About this task:
All entries must be set down once more, precisely as given.

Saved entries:
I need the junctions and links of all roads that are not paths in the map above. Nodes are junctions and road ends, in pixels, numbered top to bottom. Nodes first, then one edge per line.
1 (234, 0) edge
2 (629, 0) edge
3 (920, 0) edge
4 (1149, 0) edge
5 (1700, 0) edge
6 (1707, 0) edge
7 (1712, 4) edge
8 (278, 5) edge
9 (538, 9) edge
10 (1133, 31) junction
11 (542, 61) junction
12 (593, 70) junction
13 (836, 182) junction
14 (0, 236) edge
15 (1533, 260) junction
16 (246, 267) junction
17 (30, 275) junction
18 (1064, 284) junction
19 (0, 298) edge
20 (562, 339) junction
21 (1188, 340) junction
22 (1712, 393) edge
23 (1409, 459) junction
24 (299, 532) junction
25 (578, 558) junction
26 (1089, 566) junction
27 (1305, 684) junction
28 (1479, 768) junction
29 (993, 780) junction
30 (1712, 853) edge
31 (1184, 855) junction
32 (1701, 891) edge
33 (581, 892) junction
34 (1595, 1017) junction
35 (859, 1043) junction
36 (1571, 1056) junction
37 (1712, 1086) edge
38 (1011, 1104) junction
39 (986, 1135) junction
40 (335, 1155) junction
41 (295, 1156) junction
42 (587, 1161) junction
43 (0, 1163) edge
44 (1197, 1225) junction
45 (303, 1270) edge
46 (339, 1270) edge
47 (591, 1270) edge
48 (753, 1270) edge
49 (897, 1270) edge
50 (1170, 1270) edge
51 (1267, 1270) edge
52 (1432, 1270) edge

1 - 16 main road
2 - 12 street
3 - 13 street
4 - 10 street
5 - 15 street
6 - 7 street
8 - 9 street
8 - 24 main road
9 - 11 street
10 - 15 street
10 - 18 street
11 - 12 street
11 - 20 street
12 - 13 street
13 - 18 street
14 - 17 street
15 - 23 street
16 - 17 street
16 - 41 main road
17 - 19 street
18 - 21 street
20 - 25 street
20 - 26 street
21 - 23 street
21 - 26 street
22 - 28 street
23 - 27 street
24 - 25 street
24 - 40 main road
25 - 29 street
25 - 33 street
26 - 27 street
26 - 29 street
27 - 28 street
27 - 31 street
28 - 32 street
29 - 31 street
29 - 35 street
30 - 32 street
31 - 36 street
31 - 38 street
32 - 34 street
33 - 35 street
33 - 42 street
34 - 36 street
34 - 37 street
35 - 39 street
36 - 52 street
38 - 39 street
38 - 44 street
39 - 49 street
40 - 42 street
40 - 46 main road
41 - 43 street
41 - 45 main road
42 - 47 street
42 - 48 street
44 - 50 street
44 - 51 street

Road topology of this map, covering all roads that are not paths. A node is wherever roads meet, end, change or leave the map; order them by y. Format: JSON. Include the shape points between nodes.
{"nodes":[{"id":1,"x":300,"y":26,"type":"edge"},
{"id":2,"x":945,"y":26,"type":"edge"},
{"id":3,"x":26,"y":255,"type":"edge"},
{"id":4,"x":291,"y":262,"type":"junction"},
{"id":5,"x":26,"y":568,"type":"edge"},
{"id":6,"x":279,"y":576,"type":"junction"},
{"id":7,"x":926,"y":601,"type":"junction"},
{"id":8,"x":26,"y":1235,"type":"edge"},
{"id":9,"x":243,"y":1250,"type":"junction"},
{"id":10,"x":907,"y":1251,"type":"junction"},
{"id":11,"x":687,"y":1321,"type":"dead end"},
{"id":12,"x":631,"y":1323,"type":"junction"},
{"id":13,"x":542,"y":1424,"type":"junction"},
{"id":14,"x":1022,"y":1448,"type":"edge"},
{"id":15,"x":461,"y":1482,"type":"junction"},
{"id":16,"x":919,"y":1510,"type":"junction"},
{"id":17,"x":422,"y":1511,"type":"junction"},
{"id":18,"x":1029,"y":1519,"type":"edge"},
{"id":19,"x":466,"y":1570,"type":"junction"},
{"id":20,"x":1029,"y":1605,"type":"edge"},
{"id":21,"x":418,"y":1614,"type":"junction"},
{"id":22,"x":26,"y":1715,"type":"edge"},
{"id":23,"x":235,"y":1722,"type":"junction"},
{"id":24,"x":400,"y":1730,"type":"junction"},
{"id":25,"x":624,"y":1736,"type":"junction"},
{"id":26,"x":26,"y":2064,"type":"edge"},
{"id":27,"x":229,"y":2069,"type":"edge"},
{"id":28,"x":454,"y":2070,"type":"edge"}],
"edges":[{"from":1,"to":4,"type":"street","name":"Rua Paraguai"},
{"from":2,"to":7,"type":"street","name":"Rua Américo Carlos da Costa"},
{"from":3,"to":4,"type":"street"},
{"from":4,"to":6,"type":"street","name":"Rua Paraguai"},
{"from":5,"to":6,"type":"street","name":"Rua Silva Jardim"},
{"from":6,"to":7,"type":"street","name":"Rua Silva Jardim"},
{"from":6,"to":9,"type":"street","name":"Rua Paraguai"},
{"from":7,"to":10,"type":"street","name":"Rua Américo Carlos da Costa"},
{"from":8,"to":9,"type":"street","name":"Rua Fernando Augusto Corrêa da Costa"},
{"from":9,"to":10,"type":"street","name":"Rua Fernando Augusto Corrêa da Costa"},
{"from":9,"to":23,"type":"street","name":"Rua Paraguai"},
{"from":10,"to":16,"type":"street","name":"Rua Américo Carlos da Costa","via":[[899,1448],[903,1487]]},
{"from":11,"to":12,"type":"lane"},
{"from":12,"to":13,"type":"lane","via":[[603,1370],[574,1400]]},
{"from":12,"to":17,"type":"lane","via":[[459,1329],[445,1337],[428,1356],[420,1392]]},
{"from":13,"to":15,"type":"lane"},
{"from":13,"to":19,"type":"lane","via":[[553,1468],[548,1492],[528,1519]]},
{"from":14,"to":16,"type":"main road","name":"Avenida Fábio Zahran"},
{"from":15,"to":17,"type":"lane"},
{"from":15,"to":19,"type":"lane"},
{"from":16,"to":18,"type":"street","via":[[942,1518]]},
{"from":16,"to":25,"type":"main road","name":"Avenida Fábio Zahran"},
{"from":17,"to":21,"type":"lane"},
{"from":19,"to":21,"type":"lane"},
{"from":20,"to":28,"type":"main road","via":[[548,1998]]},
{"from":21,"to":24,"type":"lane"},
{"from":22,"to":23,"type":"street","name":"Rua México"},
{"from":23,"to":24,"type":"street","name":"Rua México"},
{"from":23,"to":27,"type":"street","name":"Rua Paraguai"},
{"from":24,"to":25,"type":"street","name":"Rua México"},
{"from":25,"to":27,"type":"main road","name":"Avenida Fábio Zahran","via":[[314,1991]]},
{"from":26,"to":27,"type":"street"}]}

Response box:
I need the junctions and links of all roads that are not paths in the map above. Nodes are junctions and road ends, in pixels, numbered top to bottom. Nodes first, then one edge per line.
1 (234, 0) edge
2 (629, 0) edge
3 (920, 0) edge
4 (1149, 0) edge
5 (1700, 0) edge
6 (1707, 0) edge
7 (1712, 4) edge
8 (278, 5) edge
9 (538, 9) edge
10 (1133, 31) junction
11 (542, 61) junction
12 (593, 70) junction
13 (836, 182) junction
14 (0, 236) edge
15 (1533, 260) junction
16 (246, 267) junction
17 (30, 275) junction
18 (1064, 284) junction
19 (0, 298) edge
20 (562, 339) junction
21 (1188, 340) junction
22 (1712, 393) edge
23 (1409, 459) junction
24 (299, 532) junction
25 (578, 558) junction
26 (1089, 566) junction
27 (1305, 684) junction
28 (1479, 768) junction
29 (993, 780) junction
30 (1712, 853) edge
31 (1184, 855) junction
32 (1701, 891) edge
33 (581, 892) junction
34 (1595, 1017) junction
35 (859, 1043) junction
36 (1571, 1056) junction
37 (1712, 1086) edge
38 (1011, 1104) junction
39 (986, 1135) junction
40 (335, 1155) junction
41 (295, 1156) junction
42 (587, 1161) junction
43 (0, 1163) edge
44 (1197, 1225) junction
45 (303, 1270) edge
46 (339, 1270) edge
47 (591, 1270) edge
48 (753, 1270) edge
49 (897, 1270) edge
50 (1170, 1270) edge
51 (1267, 1270) edge
52 (1432, 1270) edge

1 - 16 main road
2 - 12 street
3 - 13 street
4 - 10 street
5 - 15 street
6 - 7 street
8 - 9 street
8 - 24 main road
9 - 11 street
10 - 15 street
10 - 18 street
11 - 12 street
11 - 20 street
12 - 13 street
13 - 18 street
14 - 17 street
15 - 23 street
16 - 17 street
16 - 41 main road
17 - 19 street
18 - 21 street
20 - 25 street
20 - 26 street
21 - 23 street
21 - 26 street
22 - 28 street
23 - 27 street
24 - 25 street
24 - 40 main road
25 - 29 street
25 - 33 street
26 - 27 street
26 - 29 street
27 - 28 street
27 - 31 street
28 - 32 street
29 - 31 street
29 - 35 street
30 - 32 street
31 - 36 street
31 - 38 street
32 - 34 street
33 - 35 street
33 - 42 street
34 - 36 street
34 - 37 street
35 - 39 street
36 - 52 street
38 - 39 street
38 - 44 street
39 - 49 street
40 - 42 street
40 - 46 main road
41 - 43 street
41 - 45 main road
42 - 47 street
42 - 48 street
44 - 50 street
44 - 51 street

Road topology of this map, covering all roads that are not paths. A node is wherever roads meet, end, change or leave the map; order them by y. Format: JSON. Include the shape points between nodes.
{"nodes":[{"id":1,"x":300,"y":26,"type":"edge"},
{"id":2,"x":945,"y":26,"type":"edge"},
{"id":3,"x":26,"y":255,"type":"edge"},
{"id":4,"x":291,"y":262,"type":"junction"},
{"id":5,"x":26,"y":568,"type":"edge"},
{"id":6,"x":279,"y":576,"type":"junction"},
{"id":7,"x":926,"y":601,"type":"junction"},
{"id":8,"x":26,"y":1235,"type":"edge"},
{"id":9,"x":243,"y":1250,"type":"junction"},
{"id":10,"x":907,"y":1251,"type":"junction"},
{"id":11,"x":687,"y":1321,"type":"dead end"},
{"id":12,"x":631,"y":1323,"type":"junction"},
{"id":13,"x":542,"y":1424,"type":"junction"},
{"id":14,"x":1022,"y":1448,"type":"edge"},
{"id":15,"x":461,"y":1482,"type":"junction"},
{"id":16,"x":919,"y":1510,"type":"junction"},
{"id":17,"x":422,"y":1511,"type":"junction"},
{"id":18,"x":1029,"y":1519,"type":"edge"},
{"id":19,"x":466,"y":1570,"type":"junction"},
{"id":20,"x":1029,"y":1605,"type":"edge"},
{"id":21,"x":418,"y":1614,"type":"junction"},
{"id":22,"x":26,"y":1715,"type":"edge"},
{"id":23,"x":235,"y":1722,"type":"junction"},
{"id":24,"x":400,"y":1730,"type":"junction"},
{"id":25,"x":624,"y":1736,"type":"junction"},
{"id":26,"x":26,"y":2064,"type":"edge"},
{"id":27,"x":229,"y":2069,"type":"edge"},
{"id":28,"x":454,"y":2070,"type":"edge"}],
"edges":[{"from":1,"to":4,"type":"street","name":"Rua Paraguai"},
{"from":2,"to":7,"type":"street","name":"Rua Américo Carlos da Costa"},
{"from":3,"to":4,"type":"street"},
{"from":4,"to":6,"type":"street","name":"Rua Paraguai"},
{"from":5,"to":6,"type":"street","name":"Rua Silva Jardim"},
{"from":6,"to":7,"type":"street","name":"Rua Silva Jardim"},
{"from":6,"to":9,"type":"street","name":"Rua Paraguai"},
{"from":7,"to":10,"type":"street","name":"Rua Américo Carlos da Costa"},
{"from":8,"to":9,"type":"street","name":"Rua Fernando Augusto Corrêa da Costa"},
{"from":9,"to":10,"type":"street","name":"Rua Fernando Augusto Corrêa da Costa"},
{"from":9,"to":23,"type":"street","name":"Rua Paraguai"},
{"from":10,"to":16,"type":"street","name":"Rua Américo Carlos da Costa","via":[[899,1448],[903,1487]]},
{"from":11,"to":12,"type":"lane"},
{"from":12,"to":13,"type":"lane","via":[[603,1370],[574,1400]]},
{"from":12,"to":17,"type":"lane","via":[[459,1329],[445,1337],[428,1356],[420,1392]]},
{"from":13,"to":15,"type":"lane"},
{"from":13,"to":19,"type":"lane","via":[[553,1468],[548,1492],[528,1519]]},
{"from":14,"to":16,"type":"main road","name":"Avenida Fábio Zahran"},
{"from":15,"to":17,"type":"lane"},
{"from":15,"to":19,"type":"lane"},
{"from":16,"to":18,"type":"street","via":[[942,1518]]},
{"from":16,"to":25,"type":"main road","name":"Avenida Fábio Zahran"},
{"from":17,"to":21,"type":"lane"},
{"from":19,"to":21,"type":"lane"},
{"from":20,"to":28,"type":"main road","via":[[548,1998]]},
{"from":21,"to":24,"type":"lane"},
{"from":22,"to":23,"type":"street","name":"Rua México"},
{"from":23,"to":24,"type":"street","name":"Rua México"},
{"from":23,"to":27,"type":"street","name":"Rua Paraguai"},
{"from":24,"to":25,"type":"street","name":"Rua México"},
{"from":25,"to":27,"type":"main road","name":"Avenida Fábio Zahran","via":[[314,1991]]},
{"from":26,"to":27,"type":"street"}]}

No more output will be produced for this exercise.